▶ **About this exercise**: The word "main" may appear in some of the lines below. State how many lines contain it, and write only that number.

[Saved entries]
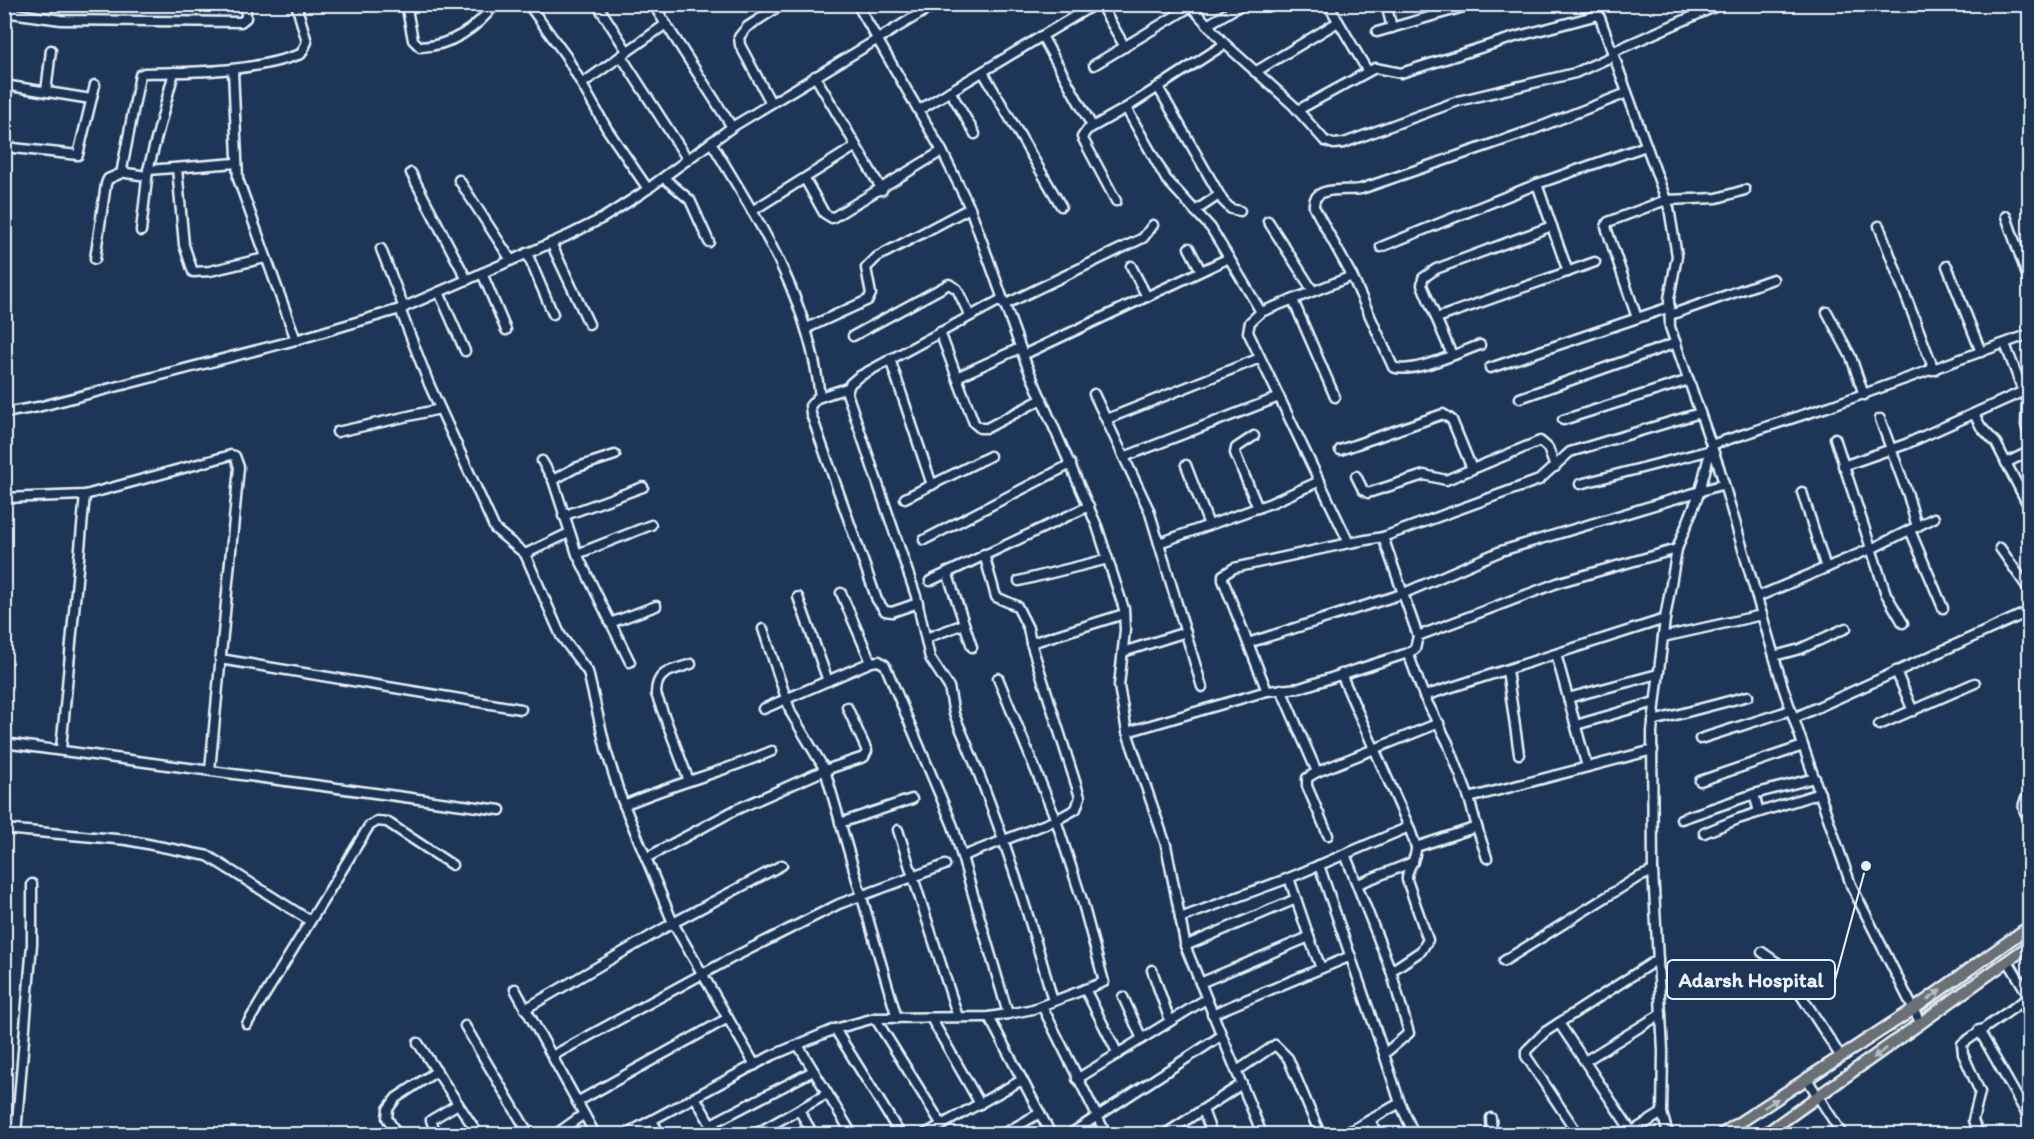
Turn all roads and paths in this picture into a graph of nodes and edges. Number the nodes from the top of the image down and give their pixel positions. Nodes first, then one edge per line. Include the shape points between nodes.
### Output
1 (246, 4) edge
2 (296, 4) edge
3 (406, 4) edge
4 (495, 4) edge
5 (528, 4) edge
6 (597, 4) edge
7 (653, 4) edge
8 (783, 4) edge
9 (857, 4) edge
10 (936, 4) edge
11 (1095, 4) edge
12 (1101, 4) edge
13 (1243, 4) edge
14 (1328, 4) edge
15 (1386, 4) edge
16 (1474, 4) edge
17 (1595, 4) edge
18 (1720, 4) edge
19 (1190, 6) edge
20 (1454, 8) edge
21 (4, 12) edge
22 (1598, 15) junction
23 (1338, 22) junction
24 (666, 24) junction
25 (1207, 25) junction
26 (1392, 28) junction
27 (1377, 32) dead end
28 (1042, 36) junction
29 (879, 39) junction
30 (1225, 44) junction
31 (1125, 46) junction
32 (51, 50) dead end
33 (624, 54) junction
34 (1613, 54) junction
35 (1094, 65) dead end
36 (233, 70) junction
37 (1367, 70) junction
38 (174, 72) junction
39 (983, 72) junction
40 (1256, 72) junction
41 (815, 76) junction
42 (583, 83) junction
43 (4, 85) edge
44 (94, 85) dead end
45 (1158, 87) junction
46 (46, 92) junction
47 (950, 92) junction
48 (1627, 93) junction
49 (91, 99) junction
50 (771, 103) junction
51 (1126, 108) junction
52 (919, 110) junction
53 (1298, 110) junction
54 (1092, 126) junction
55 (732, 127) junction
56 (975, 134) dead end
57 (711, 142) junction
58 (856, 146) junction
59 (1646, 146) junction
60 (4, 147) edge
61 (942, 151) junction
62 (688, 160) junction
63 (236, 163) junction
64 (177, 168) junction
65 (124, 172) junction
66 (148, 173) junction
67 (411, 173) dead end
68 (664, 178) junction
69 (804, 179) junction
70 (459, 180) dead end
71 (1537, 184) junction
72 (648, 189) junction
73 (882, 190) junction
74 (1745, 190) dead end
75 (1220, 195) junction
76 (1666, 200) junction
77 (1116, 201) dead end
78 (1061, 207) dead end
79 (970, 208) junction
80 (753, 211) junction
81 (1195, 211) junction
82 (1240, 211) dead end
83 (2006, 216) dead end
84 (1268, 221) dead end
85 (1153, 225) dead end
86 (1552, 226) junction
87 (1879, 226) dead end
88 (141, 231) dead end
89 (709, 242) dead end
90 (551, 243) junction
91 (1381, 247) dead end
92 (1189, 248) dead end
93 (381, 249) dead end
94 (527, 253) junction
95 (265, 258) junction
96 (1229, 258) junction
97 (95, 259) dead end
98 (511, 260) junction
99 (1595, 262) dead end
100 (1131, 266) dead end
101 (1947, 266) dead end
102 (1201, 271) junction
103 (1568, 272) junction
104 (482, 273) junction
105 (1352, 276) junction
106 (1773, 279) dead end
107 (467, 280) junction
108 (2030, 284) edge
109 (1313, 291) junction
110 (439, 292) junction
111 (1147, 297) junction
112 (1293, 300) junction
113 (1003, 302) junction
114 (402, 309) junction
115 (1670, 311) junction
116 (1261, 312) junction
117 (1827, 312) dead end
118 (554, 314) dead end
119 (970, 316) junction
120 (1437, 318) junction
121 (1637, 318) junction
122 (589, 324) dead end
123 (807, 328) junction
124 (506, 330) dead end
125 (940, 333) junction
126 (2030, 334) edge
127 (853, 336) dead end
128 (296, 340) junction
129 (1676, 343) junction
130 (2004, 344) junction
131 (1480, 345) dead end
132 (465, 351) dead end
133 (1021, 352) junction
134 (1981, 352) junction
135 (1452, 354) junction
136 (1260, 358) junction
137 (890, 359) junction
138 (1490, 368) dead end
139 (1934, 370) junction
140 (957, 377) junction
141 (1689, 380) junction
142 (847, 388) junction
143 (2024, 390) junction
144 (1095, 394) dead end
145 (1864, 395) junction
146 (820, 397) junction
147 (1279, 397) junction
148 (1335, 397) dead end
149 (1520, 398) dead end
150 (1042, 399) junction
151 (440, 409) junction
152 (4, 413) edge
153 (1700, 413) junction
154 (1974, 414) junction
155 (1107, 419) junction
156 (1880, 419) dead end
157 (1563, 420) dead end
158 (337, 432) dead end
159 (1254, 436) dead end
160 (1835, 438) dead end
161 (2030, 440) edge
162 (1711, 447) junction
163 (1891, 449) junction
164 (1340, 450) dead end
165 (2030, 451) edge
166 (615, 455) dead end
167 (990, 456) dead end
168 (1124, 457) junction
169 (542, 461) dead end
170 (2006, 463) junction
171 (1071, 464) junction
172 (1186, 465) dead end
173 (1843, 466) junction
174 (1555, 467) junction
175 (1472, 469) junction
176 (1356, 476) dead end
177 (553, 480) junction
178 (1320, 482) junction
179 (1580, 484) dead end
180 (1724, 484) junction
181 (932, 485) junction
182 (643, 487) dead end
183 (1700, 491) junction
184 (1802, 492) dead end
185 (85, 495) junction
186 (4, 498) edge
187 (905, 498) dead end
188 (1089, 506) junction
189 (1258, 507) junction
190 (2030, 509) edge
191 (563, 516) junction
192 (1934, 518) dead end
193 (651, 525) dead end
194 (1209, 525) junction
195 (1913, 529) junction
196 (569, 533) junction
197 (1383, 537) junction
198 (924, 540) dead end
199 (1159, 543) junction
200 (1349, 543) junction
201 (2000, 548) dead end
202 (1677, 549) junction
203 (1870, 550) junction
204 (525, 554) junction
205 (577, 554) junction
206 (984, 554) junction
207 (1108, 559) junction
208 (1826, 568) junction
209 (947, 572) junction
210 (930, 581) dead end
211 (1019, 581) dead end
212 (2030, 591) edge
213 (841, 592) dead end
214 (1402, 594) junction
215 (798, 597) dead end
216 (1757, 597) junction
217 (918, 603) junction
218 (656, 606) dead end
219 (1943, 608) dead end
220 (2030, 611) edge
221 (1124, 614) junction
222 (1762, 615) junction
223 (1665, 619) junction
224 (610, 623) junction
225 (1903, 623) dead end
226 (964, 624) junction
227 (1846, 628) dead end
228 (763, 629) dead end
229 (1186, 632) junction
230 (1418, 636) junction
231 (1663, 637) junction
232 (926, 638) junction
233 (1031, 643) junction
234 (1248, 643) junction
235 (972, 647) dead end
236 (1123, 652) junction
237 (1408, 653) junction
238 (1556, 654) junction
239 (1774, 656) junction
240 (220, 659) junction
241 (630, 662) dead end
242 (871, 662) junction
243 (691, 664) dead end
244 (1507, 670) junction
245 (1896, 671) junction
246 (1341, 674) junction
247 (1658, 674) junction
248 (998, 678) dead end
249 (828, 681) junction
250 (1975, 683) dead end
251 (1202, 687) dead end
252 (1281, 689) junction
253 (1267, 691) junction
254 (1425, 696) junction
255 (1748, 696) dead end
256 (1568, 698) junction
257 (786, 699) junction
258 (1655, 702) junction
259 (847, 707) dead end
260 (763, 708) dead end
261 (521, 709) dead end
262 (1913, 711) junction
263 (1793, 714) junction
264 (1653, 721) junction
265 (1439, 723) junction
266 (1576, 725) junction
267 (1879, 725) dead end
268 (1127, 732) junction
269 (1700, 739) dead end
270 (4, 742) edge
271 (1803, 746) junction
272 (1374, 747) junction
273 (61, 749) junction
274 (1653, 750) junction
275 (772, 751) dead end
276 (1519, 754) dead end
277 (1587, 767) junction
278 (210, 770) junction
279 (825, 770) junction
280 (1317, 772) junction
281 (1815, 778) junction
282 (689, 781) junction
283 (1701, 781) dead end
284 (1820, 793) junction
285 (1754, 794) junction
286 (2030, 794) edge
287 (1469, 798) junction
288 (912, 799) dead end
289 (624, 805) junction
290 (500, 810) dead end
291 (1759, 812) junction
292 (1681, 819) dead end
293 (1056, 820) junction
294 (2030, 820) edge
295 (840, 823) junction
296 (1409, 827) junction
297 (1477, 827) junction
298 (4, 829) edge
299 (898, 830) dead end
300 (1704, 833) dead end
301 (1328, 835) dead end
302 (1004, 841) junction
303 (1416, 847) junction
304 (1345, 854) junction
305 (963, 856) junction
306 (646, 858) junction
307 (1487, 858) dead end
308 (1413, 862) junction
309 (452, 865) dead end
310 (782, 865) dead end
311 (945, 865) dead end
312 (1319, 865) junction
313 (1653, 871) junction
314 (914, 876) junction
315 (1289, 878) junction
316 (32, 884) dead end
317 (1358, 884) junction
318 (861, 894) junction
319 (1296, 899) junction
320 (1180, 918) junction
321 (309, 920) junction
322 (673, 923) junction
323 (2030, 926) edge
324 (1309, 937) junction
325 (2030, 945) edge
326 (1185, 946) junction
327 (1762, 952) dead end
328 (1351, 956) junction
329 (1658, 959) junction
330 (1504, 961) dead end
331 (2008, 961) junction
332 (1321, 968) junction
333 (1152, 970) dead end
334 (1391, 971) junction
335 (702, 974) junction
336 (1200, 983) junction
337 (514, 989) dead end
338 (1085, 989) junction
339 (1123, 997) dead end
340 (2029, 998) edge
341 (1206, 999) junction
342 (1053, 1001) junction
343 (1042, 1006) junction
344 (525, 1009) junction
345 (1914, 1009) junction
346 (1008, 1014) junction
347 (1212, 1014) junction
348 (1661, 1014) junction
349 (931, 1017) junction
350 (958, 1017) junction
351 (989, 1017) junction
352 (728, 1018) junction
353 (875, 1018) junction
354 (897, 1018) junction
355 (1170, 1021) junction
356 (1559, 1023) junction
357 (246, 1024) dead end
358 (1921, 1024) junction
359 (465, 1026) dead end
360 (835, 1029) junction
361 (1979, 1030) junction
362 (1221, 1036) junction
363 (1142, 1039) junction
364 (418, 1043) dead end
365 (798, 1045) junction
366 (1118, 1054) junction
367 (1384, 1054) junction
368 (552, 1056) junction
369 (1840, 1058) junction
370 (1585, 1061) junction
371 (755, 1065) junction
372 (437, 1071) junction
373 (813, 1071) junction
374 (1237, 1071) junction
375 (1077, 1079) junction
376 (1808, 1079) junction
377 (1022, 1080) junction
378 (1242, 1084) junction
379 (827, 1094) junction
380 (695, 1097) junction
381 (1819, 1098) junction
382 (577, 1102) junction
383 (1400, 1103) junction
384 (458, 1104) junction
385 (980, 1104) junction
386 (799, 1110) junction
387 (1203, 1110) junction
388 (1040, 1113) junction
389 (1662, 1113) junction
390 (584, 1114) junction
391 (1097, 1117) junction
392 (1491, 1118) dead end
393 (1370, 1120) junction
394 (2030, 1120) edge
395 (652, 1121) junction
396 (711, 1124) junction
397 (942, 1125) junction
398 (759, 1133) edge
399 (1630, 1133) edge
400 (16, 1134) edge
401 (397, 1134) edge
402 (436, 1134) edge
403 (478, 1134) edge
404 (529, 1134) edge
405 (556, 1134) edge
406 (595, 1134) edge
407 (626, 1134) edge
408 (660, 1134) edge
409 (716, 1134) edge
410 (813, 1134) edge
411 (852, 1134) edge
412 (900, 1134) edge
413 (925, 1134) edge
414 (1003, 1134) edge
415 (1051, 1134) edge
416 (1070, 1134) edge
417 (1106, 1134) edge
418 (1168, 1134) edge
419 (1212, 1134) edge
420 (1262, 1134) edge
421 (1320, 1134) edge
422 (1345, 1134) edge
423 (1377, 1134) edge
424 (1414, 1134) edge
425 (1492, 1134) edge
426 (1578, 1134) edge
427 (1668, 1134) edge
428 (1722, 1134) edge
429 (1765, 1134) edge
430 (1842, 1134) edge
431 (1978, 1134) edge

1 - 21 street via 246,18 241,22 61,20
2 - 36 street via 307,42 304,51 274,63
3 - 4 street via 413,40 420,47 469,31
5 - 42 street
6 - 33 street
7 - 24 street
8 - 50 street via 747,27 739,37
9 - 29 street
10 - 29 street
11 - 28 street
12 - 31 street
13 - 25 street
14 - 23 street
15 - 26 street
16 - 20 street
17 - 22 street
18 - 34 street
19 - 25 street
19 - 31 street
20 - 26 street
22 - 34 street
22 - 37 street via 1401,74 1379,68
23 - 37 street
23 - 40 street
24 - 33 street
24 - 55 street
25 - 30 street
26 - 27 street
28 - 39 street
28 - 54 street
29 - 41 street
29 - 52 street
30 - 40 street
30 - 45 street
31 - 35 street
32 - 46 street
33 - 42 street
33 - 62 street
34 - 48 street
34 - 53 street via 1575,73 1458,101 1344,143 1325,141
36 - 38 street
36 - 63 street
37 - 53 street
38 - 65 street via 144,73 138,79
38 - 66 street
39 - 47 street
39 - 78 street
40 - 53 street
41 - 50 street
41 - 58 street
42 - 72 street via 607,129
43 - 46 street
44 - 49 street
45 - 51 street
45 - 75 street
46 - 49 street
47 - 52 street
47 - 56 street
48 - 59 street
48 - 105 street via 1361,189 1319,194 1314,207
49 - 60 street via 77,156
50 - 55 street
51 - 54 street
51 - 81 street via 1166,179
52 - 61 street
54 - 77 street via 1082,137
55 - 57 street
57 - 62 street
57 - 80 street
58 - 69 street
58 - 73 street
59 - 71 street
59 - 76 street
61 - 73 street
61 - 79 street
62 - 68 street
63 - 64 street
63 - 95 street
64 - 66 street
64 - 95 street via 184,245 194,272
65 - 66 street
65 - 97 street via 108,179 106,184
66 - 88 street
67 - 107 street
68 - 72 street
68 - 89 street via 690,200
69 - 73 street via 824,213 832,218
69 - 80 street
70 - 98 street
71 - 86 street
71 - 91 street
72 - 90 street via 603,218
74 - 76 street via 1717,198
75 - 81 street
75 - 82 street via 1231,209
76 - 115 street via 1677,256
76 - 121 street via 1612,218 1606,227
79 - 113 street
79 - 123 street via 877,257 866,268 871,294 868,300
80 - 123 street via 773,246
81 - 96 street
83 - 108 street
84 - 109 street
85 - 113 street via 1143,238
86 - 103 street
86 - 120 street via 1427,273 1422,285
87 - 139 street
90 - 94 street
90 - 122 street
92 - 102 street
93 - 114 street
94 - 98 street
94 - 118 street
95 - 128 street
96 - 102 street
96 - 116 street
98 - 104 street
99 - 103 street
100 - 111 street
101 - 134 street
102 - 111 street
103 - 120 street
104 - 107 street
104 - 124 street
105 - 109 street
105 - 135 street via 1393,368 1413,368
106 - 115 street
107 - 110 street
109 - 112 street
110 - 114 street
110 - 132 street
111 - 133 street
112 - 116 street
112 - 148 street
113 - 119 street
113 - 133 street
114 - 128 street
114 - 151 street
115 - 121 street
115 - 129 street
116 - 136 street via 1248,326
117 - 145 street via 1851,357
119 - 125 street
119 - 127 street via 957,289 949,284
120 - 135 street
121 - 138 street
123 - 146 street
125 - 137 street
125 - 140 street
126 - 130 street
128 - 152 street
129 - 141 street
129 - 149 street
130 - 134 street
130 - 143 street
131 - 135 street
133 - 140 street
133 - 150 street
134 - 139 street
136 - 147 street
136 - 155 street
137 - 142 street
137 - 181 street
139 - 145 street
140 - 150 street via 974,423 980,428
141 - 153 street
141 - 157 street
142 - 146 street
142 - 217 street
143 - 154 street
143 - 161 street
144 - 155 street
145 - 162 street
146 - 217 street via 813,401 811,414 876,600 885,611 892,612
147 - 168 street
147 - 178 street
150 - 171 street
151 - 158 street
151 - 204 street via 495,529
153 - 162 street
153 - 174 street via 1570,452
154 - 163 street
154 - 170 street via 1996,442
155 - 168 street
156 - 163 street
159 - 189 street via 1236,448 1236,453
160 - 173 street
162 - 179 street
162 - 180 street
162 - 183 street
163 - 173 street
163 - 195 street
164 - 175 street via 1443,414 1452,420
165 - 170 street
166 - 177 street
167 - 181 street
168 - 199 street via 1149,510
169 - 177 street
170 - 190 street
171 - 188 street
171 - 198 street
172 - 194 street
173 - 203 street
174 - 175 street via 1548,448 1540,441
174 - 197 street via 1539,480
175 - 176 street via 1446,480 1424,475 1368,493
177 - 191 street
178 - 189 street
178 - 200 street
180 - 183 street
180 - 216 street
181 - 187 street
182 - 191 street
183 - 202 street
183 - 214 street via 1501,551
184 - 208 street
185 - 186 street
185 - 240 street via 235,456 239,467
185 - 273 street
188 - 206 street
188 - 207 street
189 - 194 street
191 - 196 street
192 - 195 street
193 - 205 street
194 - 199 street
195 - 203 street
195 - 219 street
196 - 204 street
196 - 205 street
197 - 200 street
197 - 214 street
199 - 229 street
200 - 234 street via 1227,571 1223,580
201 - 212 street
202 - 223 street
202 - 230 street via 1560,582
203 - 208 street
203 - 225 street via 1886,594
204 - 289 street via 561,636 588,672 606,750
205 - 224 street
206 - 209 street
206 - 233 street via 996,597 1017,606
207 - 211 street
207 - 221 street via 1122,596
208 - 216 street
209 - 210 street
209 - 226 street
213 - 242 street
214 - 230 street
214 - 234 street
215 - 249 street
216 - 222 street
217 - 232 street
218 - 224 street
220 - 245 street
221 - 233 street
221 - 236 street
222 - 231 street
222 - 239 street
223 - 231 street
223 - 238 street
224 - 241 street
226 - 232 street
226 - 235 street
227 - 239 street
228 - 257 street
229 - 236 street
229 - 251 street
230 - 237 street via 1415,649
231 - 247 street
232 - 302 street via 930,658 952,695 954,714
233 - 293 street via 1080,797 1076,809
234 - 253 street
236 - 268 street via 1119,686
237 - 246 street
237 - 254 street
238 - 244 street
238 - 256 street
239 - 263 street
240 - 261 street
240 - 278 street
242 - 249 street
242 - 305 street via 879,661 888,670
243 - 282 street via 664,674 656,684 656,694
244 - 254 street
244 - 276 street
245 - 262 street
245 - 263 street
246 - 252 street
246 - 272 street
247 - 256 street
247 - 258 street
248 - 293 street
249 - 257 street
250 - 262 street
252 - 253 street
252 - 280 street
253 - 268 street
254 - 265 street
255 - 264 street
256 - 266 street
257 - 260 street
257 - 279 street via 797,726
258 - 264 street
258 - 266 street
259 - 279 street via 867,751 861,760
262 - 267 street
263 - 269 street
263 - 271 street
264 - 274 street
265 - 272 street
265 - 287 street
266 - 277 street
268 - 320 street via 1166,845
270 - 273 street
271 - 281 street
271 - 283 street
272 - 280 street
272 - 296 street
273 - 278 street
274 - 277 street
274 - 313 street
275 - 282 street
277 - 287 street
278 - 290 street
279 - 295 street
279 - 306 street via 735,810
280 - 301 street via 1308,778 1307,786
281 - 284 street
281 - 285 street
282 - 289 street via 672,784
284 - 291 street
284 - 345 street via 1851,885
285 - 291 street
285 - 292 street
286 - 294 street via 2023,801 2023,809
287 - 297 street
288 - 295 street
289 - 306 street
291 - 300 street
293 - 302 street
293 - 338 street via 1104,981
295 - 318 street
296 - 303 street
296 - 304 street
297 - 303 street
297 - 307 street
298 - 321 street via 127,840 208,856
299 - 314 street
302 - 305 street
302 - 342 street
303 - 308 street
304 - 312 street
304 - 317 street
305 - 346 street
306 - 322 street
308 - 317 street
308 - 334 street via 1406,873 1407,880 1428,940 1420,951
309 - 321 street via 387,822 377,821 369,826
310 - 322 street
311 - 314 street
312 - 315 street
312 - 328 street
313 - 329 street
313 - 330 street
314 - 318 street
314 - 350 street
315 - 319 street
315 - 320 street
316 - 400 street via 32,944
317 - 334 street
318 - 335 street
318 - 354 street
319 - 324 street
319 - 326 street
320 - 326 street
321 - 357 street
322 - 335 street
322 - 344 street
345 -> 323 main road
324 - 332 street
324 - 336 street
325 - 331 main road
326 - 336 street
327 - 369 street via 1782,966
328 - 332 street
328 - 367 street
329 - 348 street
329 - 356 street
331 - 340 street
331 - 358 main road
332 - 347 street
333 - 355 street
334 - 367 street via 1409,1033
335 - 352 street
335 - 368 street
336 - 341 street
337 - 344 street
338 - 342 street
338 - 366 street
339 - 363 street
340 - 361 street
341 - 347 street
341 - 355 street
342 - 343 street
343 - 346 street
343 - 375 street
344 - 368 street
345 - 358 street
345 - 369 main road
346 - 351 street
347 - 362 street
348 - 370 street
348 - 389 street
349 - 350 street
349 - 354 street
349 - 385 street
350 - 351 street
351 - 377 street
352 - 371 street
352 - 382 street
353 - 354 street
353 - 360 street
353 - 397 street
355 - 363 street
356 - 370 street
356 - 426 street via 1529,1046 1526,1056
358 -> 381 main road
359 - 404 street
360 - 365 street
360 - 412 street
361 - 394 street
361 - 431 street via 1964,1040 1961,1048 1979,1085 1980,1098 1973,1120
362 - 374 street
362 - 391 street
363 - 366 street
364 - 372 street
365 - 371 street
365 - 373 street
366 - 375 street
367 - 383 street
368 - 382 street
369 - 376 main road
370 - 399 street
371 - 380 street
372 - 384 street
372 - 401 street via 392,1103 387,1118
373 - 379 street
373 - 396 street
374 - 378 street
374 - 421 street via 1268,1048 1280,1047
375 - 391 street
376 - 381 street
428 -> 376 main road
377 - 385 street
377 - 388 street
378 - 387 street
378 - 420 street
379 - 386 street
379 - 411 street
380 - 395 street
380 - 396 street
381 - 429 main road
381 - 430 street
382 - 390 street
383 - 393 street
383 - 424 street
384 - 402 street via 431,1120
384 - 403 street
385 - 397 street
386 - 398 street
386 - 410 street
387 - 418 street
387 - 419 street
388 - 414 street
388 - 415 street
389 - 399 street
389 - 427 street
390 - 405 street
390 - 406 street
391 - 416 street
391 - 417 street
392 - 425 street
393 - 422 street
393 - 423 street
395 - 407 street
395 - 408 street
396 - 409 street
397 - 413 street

▶ **Result**: 8